The Balkan Trafik festival has a new challenge: to bring together live artists from Serbia, Kosovo and Bosnia-Herzegovina together over four days. The rehearsals served to build bridges where politicians have not always manage to succeed.
"Before the war I used to have friends Serbs, Bosnians, Croatians," says Bimbimma, a hip hop artist from Kosovo.
"So basically for me this is something natural and this is something that had to be done earlier but I'm glad that eventually it is done because we need to exchange culture first in order for people to exchange points of view and collaborations in any other field."
Marcelo, a hip hop and fusion performer from Serbia, says: "We either are gonna work together or we are gonna kill each other; and we think that it is a little bit better to work together and live together."
This was not the its only gamble. The festival, traditionally oriented towards folk music, has opened its doors this year to urban music: hip hop and slam.
This year, the experience included a Belgian artist, who discovered that the Balkans are not that far.
"I have learnt to discover because before I did not know Balkan music at all, says Youssef Swatts from Belgium. "But with teamwork it comes naturally."

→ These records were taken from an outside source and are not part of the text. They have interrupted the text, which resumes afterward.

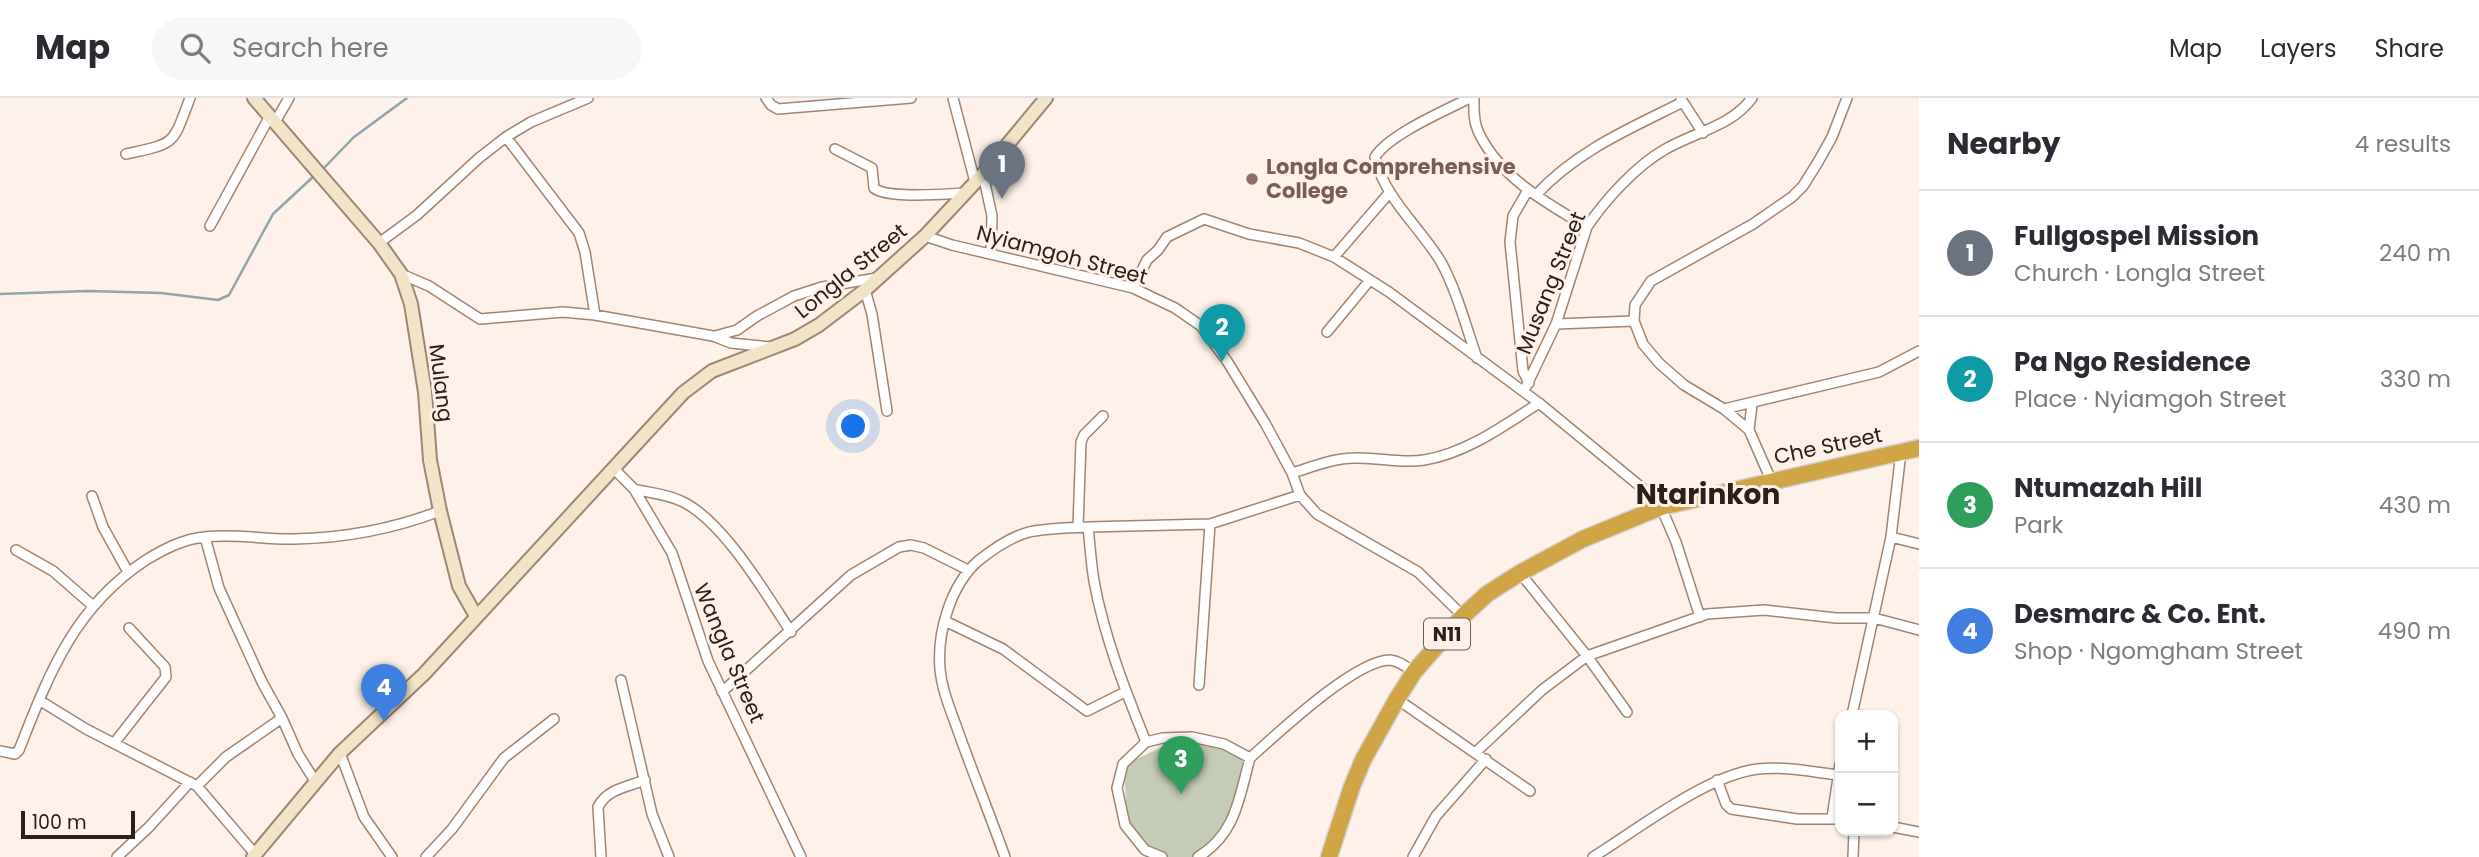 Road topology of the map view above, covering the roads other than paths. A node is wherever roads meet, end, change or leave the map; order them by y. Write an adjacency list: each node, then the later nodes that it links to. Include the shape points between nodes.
1 (190, 98): 18 (street, via 174,138)
2 (254, 98): 14 (main road, Mulang)
3 (289, 98): 14 (street)
4 (588, 98): 16 (street)
5 (766, 98): 13 (street, via 778,108)
6 (911, 98): 13 (street)
7 (953, 98): 19 (street)
8 (1046, 98): 19 (main road, Longla Street)
9 (1472, 98): 20 (street, via 1378,152 1376,160); 22 (street, via 1478,131 1496,160)
10 (1752, 98): 15 (street, Musang Street, via 1742,111)
11 (1847, 98): 35 (street, via 1832,137 1803,186 1763,217 1651,281 1635,305)
12 (1682, 100): 15 (street); 22 (street, via 1594,147)
13 (818, 102)
14 (273, 119): 23 (street, via 246,157); 26 (main road, Mulang)
15 (1703, 133): 24 (street, Musang Street, via 1656,156 1624,183)
16 (506, 137): 26 (street); 34 (street, via 579,233)
17 (835, 149): 21 (street, via 872,168 874,188 879,192)
18 (126, 154)
19 (979, 178): 21 (main road, Longla Street); 27 (street, via 992,216)
20 (1390, 192): 28 (street); 41 (street, via 1440,261)
21 (965, 193): 25 (main road, Longla Street)
22 (1532, 193): 24 (street); 42 (street, via 1513,216 1510,242)
23 (210, 226)
24 (1587, 227): 36 (street, Musang Street)
25 (925, 236): 27 (street, Nyiamgoh Street); 30 (main road, Longla Street)
26 (379, 243): 29 (main road, Mulang)
27 (991, 254): 32 (street, Nyiamgoh Street)
28 (1334, 257): 31 (street); 32 (street, via 1299,243 1249,234 1204,219 1167,237 1147,260)
29 (401, 274): 34 (street, via 429,286 480,320 564,312); 58 (main road, Mulang, via 411,304)
30 (879, 277): 33 (main road, Longla Street); 38 (street, via 794,296 737,330)
31 (1370, 279): 37 (street); 41 (street)
32 (1133, 288): 52 (street, Nyiamgoh Street, via 1175,308 1215,343)
33 (865, 290): 39 (main road, Longla Street, via 819,325); 46 (street)
34 (595, 315): 38 (street)
35 (1634, 321): 36 (street); 45 (street, via 1643,344 1659,363)
36 (1556, 324): 42 (street, Musang Street)
37 (1327, 332)
38 (713, 336): 39 (street)
39 (772, 348): 51 (main road, Longla Street, via 709,373 683,393)
40 (1919, 351): 44 (street, via 1879,372)
41 (1477, 358): 42 (street)
42 (1526, 387): 43 (street)
43 (1539, 403): 52 (street, via 1440,457 1421,461 1356,457); 57 (street)
44 (1752, 404): 45 (street); 48 (street)
45 (1724, 409): 48 (street)
46 (887, 411)
47 (1103, 416): 60 (street, via 1081,442)
48 (1749, 430): 53 (street)
49 (1919, 449): 50 (highway, Che Street / N11)
50 (1902, 452): 53 (highway, Che Street / N11); 62 (street)
51 (615, 470): 54 (street, Wangla Street); 69 (main road, Longla Street)
52 (1292, 473): 55 (street, Nyiamgoh Street)
53 (1771, 480): 57 (highway, Che Street / N11)
54 (634, 489): 76 (street, via 693,507 725,538); 81 (street, Wangla Street, via 671,553)
55 (1300, 495): 59 (street); 70 (street, Nyiamgoh Street, via 1317,514 1418,572)
56 (92, 496): 66 (street)
57 (1662, 506): 67 (highway, N11, via 1583,539); 71 (street)
58 (440, 511): 61 (street, via 362,534 293,539); 69 (main road, Mulang, via 458,586)
59 (1210, 524): 60 (street); 80 (street)
60 (1083, 527): 65 (street, via 1010,539); 82 (street)
61 (205, 537): 66 (street, via 181,542); 87 (street, via 219,587)
62 (1891, 537): 63 (street); 72 (street)
63 (1919, 544)
64 (16, 550): 68 (street, via 53,571)
65 (968, 570): 73 (street); 76 (street, via 925,548 898,547 851,575)
66 (128, 572): 68 (street)
67 (1520, 573): 70 (highway, N11); 77 (street)
68 (92, 605): 84 (street)
69 (476, 616): 93 (main road, Longla Street, via 424,674)
70 (1463, 616): 78 (highway, N11)
71 (1700, 617): 72 (street, via 1764,610); 77 (street)
72 (1874, 618): 75 (street); 85 (street)
73 (945, 621): 82 (street, via 1003,649 1087,711); 115 (street, via 940,668 944,689)
74 (129, 628): 90 (street, via 164,667 166,677)
75 (1919, 630)
76 (790, 632): 81 (street)
77 (1587, 656): 86 (street); 92 (street, via 1542,690)
78 (1413, 673): 83 (highway, N11); 94 (street, via 1398,661 1377,662 1294,718)
79 (621, 680): 97 (street)
80 (1199, 685)
81 (722, 692): 114 (street, Wangla Street)
82 (1125, 692): 89 (street)
83 (1397, 699): 92 (street); 108 (highway, N11, via 1351,789)
84 (39, 700): 90 (street); 91 (street, via 19,751)
85 (1853, 710)
86 (1627, 712)
87 (282, 718): 99 (street); 100 (street)
88 (554, 719): 111 (street, via 504,758)
89 (1146, 741): 94 (street, via 1192,737 1224,744); 106 (street, via 1123,764 1117,788 1125,825)
90 (115, 742): 100 (street)
91 (0, 751)
92 (1476, 752): 95 (street)
93 (340, 753): 99 (main road, Longla Street); 110 (street, via 364,817)
94 (1250, 758): 118 (street, via 1232,824)
95 (1486, 759): 101 (street); 119 (street, via 1430,825)
96 (1835, 775): 98 (street, via 1770,768)
97 (645, 780): 112 (street, via 605,795 600,802); 113 (street)
98 (1717, 780): 102 (street, via 1731,809 1797,819); 120 (street)
99 (315, 781): 107 (main road, Longla Street)
100 (193, 784): 107 (street); 109 (street)
101 (1530, 792)
102 (1835, 819)
103 (1898, 828): 104 (street)
104 (1919, 832)
105 (1854, 836): 121 (street)
106 (1145, 850): 116 (street); 117 (street)
107 (254, 856)
108 (1333, 856)
109 (117, 857)
110 (392, 857)
111 (426, 857)
112 (601, 857)
113 (669, 857)
114 (801, 857)
115 (1005, 857)
116 (1135, 857)
117 (1162, 857)
118 (1198, 857)
119 (1413, 857)
120 (1593, 857)
121 (1853, 857)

The festival thus builds bridges not only between the countries of the Balkans, but also towards the other countries of Europe. And in their music, often charged with social criticism, hip-hopers have found more than one point in common.
"We fight the corruption, corrupted minds and corrupted souls, says Bimbimma. "And we also fight the main war: this is materialismus against spiritualismus."
But Balkan Trafik would not be Balkan Trafik without folk music, without brass bands, without klezmer music.
For the organiser of the festival, the time had come to broaden perspectives, to renew.
Says Nicolas Wieërs, the cultural producer of Balkan Trafik: "There is a youth, a new generation in Balkans; the Balkans is not just traditions, is not just folk or ethnic; it is also very contemporary, and this "urban chapter" is here to help meet once more Europe and the Balkans through music and art."
This year Balkan Trafik celebrated its 12th edition and more than ever there was something for everyone. The public seemed to enjoy swapping one genre for another.
"It is very lively, everybody is so happy; the music is so versatile, there is so many kinds of Balkan music, it is wonderfull," says Thomas from Belgium.
In total there were more than 400 artists, from every country in south-eastarn Europe, including Bulgaria, Turkey, and Romania.
Balkan Trafik is an event that mixes tradition and modernity for an eclectic and enthusiastic audience.